Here I show the lowest MSEs on top of a simpler landscape:
```{r}
searchgrid <- expand.grid('x'=seq(-4,18,2), 'y'=seq(-4,18,2))
MSE <- apply(searchgrid,FUN=circleFitError,MARGIN=c(1),coords=miscoords,radius=10)
persp(unique(searchgrid$x), unique(searchgrid$y), matrix(sqrt(MSE), ncol=length(unique(searchgrid$x)), byrow=FALSE), phi = 60, theta = 40,
xlab = "X-coordinate", ylab = "Y-coordinate", zlab='MSE',
main = "searchgrid MSEs", col='#999999', shade=0.7, border=NA
) -> res
bestidx <- order(MSE)[1:8]
best <- searchgrid[bestidx,]
points(trans3d(best[,1],best[,2],sqrt(MSE[bestidx]), pmat=res), col='red')
```
When you start the search through parameter space at that one point at the local minimum, your search will not find the best fit, since any small change in fit parameters from that point will _increase_ the MSE. This 2-dimensional example allows you to see this, but for most optimization problems it isn't so easy to see, as usually there are more parameters, but a grid search will still help you get the best possible fit.
# Defining the grid
The art of doing grid search to avoid getting stuck in local minima is hard and depends on your model and data a lot.
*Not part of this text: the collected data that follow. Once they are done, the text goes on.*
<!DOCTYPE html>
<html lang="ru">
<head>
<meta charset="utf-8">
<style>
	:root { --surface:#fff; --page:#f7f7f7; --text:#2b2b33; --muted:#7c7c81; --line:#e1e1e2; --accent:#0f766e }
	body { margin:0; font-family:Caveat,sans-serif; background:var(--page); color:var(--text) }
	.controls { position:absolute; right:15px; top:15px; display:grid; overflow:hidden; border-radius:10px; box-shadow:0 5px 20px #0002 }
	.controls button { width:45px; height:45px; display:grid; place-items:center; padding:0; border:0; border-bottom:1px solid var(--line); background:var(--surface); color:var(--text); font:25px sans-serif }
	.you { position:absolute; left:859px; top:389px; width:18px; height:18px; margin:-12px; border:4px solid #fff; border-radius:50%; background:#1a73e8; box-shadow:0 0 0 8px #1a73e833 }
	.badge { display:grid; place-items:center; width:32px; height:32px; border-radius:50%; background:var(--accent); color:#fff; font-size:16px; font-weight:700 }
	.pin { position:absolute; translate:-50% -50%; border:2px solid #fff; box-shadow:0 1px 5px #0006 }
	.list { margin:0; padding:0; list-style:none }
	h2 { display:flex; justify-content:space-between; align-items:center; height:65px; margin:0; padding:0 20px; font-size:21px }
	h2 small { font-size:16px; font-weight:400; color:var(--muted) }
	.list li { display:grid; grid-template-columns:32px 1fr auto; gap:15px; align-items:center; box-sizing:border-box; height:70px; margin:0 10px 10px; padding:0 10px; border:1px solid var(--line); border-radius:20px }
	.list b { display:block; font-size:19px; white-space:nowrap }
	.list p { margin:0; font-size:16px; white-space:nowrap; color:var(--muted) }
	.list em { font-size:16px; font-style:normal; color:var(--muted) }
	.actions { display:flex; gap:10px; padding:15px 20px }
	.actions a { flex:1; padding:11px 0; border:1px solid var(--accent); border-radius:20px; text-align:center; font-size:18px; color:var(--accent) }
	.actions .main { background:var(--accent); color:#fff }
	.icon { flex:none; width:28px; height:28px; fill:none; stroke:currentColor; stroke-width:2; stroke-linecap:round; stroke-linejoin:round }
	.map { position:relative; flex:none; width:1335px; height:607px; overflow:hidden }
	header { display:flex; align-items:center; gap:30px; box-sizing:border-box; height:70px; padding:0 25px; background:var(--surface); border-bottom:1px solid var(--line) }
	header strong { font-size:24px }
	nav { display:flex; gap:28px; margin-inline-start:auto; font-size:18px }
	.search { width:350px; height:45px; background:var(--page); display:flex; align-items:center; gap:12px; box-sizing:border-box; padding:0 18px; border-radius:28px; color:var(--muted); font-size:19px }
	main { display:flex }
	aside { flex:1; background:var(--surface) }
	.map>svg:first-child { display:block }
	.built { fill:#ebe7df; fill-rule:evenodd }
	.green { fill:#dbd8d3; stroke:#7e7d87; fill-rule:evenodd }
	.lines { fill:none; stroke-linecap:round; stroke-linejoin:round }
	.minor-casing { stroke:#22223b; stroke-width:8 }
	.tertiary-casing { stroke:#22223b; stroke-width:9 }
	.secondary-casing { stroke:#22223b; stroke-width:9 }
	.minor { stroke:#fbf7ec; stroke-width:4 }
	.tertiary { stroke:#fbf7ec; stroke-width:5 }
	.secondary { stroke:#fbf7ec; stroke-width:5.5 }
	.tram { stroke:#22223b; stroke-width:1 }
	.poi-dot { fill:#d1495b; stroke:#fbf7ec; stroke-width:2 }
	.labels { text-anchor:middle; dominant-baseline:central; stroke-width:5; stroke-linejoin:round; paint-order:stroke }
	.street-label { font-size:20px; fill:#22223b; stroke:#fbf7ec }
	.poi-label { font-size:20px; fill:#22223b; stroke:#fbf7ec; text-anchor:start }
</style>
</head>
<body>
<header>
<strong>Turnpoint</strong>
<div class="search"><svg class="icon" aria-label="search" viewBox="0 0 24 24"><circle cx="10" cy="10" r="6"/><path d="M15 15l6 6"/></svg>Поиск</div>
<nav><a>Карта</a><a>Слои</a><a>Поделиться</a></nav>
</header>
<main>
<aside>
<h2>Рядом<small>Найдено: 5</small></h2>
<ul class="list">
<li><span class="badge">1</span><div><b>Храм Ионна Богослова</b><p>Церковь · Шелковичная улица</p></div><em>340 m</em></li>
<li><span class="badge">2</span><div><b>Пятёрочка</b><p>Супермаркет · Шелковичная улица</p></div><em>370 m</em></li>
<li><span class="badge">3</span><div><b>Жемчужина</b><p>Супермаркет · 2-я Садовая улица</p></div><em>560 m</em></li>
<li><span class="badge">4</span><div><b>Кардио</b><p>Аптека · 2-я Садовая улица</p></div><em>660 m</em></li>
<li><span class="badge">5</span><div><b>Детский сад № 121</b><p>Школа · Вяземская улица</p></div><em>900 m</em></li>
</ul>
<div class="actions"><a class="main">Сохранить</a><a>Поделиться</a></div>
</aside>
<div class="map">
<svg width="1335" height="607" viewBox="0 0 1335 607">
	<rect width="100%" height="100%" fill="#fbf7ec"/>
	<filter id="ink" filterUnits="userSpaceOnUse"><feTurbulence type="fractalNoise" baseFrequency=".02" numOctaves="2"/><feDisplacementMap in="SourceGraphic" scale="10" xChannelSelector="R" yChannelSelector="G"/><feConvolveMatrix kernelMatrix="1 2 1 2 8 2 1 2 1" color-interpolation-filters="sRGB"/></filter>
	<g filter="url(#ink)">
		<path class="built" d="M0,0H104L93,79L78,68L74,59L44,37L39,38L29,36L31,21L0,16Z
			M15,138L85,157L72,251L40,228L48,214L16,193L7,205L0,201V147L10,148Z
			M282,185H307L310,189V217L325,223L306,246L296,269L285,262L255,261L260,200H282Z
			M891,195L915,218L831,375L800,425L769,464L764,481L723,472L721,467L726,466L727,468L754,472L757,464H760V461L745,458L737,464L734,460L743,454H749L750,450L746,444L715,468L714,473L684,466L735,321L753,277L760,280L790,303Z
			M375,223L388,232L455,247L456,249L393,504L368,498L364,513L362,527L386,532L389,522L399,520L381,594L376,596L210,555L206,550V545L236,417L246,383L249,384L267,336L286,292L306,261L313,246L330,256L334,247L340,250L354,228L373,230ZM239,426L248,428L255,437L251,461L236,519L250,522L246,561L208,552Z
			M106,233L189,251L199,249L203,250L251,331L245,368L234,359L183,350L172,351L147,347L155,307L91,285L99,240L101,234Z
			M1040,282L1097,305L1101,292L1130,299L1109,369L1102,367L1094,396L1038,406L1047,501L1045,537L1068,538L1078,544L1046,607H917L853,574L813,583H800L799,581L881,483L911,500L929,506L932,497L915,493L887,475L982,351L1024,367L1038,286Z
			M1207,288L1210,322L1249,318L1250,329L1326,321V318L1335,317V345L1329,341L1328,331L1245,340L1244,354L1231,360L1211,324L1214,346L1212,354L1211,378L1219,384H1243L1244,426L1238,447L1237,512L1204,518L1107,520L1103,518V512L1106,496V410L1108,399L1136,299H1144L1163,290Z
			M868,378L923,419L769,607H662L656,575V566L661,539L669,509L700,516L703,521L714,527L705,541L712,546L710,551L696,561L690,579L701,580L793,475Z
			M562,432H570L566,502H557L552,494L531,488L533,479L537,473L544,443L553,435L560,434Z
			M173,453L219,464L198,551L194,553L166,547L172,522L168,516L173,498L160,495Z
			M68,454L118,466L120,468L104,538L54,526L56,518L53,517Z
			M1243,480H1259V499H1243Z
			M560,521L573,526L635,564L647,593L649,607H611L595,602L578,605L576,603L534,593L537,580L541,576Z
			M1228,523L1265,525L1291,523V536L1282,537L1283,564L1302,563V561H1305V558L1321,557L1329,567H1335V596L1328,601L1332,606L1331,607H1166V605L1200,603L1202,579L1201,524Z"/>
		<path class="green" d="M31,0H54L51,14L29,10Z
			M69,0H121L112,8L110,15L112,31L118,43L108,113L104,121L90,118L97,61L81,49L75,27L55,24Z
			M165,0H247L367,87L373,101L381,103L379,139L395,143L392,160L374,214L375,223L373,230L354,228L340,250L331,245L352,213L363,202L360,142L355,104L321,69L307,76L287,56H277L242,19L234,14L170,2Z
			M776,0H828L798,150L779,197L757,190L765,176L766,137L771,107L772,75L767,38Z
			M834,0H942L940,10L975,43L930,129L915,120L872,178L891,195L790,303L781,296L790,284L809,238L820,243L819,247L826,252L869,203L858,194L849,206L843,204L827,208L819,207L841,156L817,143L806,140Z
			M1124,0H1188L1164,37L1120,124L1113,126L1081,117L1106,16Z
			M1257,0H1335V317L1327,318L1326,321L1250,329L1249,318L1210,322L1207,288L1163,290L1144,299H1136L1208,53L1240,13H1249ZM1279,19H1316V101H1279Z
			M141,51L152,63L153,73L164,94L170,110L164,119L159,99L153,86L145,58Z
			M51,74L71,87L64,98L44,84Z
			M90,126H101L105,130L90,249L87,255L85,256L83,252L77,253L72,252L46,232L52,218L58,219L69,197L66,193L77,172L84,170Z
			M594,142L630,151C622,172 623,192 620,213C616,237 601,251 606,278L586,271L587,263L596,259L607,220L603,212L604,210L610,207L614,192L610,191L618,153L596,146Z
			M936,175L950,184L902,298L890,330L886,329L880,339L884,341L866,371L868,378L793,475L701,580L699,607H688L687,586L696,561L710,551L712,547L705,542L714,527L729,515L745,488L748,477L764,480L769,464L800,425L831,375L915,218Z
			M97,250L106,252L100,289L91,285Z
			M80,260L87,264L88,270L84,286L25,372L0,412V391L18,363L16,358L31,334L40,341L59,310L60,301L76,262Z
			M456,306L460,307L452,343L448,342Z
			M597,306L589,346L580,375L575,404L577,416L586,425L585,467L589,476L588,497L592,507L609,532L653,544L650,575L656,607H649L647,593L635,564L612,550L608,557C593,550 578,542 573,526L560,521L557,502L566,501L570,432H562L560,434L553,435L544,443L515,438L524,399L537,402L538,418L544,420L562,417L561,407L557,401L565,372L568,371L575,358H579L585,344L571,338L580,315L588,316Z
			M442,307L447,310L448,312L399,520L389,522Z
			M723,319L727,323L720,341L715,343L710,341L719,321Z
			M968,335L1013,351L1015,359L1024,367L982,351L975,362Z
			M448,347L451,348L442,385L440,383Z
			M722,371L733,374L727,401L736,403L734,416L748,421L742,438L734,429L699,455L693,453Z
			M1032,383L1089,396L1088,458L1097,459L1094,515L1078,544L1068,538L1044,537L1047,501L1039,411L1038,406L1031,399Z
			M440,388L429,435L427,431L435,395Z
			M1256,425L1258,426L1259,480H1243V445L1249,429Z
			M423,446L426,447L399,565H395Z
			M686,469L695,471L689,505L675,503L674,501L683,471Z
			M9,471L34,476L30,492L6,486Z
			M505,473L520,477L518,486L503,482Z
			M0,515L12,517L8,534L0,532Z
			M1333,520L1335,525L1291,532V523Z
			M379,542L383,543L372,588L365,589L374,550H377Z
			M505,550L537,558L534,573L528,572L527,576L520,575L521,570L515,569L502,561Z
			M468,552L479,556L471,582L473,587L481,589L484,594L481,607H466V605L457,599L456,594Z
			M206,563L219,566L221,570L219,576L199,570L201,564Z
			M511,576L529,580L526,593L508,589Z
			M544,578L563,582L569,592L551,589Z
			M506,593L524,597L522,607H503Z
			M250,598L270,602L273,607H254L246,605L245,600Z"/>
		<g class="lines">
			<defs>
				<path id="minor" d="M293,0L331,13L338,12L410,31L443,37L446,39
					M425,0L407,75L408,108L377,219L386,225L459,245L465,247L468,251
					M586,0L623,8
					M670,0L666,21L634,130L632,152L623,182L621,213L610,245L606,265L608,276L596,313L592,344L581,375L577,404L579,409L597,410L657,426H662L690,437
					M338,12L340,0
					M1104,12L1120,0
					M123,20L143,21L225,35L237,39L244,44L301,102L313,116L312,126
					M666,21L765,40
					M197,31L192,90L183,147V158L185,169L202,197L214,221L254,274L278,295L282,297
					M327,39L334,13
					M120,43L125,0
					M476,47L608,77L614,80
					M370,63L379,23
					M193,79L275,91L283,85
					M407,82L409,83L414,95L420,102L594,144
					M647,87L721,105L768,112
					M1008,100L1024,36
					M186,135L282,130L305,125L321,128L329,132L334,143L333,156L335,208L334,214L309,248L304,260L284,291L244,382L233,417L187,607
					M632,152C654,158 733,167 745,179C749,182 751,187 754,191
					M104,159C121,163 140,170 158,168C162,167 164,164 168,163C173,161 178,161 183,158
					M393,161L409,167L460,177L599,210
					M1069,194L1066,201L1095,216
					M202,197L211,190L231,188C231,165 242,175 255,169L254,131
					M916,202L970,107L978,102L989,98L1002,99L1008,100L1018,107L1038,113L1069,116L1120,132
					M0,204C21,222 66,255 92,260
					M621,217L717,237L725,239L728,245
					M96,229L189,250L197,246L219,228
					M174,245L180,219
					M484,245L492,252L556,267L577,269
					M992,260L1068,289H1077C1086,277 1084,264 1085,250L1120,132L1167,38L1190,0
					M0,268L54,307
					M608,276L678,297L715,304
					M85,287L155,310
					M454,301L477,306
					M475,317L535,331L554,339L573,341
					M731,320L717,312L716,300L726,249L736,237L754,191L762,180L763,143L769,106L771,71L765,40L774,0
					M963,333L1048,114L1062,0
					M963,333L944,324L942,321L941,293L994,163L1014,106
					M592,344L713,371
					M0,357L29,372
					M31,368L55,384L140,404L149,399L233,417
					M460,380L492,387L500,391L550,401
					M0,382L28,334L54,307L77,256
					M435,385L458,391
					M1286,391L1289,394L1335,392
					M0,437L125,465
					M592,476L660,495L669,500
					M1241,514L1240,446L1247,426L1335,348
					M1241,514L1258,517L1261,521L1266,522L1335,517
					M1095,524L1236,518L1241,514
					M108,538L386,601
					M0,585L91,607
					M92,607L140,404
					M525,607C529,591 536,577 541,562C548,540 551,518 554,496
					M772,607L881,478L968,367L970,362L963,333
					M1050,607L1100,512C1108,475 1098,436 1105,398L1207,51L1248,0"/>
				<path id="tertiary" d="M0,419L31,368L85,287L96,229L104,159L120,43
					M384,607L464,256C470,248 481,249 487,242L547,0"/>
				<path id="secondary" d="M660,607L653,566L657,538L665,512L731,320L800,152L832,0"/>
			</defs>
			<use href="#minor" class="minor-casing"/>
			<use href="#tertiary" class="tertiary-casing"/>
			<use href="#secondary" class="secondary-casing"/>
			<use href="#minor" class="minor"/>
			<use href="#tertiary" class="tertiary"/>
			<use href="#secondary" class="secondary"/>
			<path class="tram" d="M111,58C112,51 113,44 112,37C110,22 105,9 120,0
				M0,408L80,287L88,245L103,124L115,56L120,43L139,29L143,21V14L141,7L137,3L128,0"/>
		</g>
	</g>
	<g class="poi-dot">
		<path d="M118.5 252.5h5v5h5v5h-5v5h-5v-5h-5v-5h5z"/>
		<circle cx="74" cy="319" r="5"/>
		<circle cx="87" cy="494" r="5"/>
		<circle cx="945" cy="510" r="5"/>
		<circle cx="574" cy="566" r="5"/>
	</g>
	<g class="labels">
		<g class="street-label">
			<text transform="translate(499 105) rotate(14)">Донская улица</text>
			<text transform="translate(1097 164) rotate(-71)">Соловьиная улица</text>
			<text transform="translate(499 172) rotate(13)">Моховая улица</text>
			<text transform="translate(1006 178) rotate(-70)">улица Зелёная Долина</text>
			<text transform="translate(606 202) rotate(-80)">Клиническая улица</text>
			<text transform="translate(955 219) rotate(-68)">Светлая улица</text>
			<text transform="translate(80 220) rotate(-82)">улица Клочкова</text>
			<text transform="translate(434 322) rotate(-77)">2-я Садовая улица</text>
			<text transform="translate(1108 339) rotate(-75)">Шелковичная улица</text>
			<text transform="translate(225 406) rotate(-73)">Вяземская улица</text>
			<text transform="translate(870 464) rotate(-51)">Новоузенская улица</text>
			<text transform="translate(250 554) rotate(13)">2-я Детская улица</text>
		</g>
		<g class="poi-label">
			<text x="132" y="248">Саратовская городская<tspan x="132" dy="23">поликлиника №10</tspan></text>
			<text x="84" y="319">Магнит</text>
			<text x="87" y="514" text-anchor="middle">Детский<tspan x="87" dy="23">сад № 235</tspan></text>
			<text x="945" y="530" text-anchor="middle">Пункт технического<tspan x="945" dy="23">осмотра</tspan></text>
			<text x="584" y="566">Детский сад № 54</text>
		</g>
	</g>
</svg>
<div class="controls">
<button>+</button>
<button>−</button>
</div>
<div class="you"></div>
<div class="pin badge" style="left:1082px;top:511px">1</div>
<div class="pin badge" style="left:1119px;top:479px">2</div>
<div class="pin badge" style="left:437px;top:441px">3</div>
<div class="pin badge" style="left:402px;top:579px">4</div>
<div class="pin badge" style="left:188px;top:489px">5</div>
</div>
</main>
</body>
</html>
When you have a lot of points on your grid, the search will take long, so this is only helpful if the parameter landscape has lots of local minima, especially close to the "real" parameter values. This is difficult to know. Trying out a few different grids on an artificial dataset, where you know the real parameters that generated the data, and figuring out how to retrieve those best may be a strategy you use.